The Department of Geography is pleased to present a talk by
Shaylih Muehlmann (Department of Anthropology, UBC)
“Because We Know the Land: Indigenous Local Knowledge in the Mexican Narco Territories”
Tuesday, 20 September, 2011, 12:30pm, Geography Room 212
In this paper, I examine how the rise of narco-trafficking in northern Mexico has included attempts by various cartels to recruit local indigenous people in the lowest echelons of the narco economy as smugglers or mules. Drawing on eight years of ethnographic research in the region, I argue that this participation capitalizes on what is perceived to be their innate “knowledge of the land.” In particular, I analyze the diverse ways that the celebration of indigenous peoples’ “traditional ecological knowledge” initially championed by the environmental movement has been commodified for various niches in northern Mexico’s illegal economy.

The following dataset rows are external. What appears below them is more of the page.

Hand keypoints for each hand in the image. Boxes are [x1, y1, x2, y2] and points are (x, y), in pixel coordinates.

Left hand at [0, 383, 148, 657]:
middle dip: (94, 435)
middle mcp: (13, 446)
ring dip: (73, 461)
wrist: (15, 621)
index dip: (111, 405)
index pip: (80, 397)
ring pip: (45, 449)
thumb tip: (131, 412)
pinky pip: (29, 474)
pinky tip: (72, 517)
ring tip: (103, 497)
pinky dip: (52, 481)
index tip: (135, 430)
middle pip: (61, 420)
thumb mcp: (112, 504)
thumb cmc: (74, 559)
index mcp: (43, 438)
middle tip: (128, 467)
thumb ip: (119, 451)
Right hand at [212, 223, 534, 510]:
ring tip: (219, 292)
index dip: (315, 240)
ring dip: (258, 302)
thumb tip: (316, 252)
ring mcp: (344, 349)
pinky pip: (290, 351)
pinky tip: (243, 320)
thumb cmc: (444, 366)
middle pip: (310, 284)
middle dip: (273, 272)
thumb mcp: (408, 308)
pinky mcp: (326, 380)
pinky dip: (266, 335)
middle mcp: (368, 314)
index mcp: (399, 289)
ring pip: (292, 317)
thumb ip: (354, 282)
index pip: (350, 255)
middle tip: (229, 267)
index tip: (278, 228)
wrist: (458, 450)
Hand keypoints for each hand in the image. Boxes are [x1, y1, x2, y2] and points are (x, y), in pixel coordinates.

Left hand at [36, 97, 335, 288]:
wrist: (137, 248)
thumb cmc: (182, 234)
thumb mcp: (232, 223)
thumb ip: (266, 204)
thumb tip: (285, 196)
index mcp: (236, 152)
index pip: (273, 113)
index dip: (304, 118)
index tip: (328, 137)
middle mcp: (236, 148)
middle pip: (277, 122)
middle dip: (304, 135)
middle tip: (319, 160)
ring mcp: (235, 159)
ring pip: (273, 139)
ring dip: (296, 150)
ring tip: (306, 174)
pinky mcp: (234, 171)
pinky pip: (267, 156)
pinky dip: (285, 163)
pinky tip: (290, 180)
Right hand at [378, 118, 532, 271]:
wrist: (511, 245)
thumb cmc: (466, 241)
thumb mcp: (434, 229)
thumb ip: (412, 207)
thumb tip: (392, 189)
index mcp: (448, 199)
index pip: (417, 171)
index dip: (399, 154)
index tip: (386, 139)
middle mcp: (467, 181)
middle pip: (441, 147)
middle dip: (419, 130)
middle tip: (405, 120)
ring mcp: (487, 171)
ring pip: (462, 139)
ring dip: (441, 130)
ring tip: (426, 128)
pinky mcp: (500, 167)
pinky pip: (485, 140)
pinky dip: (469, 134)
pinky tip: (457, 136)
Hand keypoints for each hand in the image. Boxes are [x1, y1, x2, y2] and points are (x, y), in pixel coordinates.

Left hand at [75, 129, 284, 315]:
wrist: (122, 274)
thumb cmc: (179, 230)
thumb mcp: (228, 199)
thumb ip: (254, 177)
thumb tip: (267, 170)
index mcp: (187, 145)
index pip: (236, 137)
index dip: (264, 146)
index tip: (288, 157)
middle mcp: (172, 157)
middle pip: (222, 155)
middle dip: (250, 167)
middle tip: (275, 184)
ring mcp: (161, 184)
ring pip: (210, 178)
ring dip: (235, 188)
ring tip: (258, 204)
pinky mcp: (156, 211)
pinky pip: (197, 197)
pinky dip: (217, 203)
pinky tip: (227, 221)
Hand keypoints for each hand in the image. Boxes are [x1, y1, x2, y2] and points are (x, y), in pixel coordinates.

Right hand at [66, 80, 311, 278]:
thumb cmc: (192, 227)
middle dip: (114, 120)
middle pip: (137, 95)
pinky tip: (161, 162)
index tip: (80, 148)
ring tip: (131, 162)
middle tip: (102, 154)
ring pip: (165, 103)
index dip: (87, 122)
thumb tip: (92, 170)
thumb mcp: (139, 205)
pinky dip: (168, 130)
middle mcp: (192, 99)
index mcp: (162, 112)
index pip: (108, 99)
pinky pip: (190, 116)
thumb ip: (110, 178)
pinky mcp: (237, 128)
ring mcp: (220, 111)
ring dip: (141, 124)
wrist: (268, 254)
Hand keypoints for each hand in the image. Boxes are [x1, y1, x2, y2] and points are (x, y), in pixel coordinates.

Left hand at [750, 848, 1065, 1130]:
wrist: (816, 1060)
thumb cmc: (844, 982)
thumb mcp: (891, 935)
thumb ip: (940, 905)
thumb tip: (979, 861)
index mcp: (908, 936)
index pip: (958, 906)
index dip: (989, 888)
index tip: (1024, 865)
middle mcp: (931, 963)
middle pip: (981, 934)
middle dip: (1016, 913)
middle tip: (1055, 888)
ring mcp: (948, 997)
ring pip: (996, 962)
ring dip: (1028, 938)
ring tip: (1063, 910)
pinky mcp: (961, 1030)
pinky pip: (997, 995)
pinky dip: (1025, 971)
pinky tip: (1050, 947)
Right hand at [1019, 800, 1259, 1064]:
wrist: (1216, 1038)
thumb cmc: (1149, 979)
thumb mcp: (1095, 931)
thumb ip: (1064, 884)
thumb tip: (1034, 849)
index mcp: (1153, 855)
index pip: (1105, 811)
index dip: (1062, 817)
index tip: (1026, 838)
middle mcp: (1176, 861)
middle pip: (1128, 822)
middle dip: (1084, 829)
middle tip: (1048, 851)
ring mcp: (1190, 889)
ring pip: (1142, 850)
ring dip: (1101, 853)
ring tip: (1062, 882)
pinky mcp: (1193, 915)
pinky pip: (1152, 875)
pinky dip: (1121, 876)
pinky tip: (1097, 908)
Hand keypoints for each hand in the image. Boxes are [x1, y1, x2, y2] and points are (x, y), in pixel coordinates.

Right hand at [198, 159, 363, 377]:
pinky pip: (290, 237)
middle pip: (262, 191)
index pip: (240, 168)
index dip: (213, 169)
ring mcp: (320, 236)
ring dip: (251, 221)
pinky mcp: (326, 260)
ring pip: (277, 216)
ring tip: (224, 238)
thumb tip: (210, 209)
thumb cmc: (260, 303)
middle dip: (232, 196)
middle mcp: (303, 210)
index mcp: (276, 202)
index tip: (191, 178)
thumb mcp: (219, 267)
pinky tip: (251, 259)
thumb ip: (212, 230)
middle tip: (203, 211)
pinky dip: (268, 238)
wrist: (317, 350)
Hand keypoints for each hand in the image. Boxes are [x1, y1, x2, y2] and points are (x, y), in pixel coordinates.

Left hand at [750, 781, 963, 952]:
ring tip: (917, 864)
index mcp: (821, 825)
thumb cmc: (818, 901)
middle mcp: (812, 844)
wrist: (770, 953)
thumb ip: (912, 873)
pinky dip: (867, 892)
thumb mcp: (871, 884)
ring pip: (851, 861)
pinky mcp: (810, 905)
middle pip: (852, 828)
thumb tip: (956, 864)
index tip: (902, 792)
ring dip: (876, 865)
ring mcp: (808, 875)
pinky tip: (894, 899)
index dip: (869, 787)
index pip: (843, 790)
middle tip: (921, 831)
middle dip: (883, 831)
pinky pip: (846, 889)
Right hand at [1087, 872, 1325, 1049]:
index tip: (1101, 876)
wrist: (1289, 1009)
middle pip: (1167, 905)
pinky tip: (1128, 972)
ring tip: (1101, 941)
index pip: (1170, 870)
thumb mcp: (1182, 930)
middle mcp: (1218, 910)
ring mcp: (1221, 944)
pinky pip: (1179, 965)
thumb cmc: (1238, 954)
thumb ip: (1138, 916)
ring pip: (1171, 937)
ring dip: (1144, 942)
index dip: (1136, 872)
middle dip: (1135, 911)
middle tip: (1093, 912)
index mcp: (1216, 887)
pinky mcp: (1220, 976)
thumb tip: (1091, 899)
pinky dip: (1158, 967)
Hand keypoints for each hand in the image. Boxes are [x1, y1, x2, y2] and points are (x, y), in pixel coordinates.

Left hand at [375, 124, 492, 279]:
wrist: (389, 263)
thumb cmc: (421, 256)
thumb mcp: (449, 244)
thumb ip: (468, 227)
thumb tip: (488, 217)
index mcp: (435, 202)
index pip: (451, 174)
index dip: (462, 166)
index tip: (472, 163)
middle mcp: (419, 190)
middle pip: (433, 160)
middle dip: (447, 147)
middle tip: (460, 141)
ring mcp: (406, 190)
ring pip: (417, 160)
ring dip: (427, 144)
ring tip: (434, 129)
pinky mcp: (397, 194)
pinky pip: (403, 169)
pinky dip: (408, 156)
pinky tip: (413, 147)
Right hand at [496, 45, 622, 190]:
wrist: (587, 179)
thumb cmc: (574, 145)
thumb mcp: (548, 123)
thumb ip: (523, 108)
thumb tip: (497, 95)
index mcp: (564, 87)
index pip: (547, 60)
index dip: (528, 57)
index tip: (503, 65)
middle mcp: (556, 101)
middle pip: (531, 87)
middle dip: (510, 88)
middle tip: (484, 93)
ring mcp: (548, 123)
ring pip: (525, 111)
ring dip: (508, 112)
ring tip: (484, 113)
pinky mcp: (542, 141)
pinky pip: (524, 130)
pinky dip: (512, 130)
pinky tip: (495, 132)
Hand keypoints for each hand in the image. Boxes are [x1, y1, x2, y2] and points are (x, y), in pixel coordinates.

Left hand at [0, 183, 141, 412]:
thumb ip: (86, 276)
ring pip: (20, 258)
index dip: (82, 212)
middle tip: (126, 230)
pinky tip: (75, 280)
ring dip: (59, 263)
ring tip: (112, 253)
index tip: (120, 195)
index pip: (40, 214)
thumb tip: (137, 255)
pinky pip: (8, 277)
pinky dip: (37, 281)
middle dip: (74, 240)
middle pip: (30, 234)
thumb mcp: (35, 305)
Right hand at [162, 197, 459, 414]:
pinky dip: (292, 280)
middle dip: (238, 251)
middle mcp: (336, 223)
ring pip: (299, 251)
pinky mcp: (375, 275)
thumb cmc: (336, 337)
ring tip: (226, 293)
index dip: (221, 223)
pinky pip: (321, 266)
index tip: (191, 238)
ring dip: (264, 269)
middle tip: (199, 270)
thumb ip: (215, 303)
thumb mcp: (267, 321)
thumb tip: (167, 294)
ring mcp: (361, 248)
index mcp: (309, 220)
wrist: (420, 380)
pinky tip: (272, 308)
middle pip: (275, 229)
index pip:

This case reveals the contradictory ideological tenants about what constitutes “indigenous identity,” particularly in a region in which the same people recruited by the cartels because, as they themselves put it, “we know the land” are denied indigenous status by the state because of their lack of “traditional” ethnic markers such as speaking an indigenous language. Many local people, in this regard, take advantage of the “indigenous slot” that is offered to them by the cartels partly because this positioning is denied to them by the Mexican government.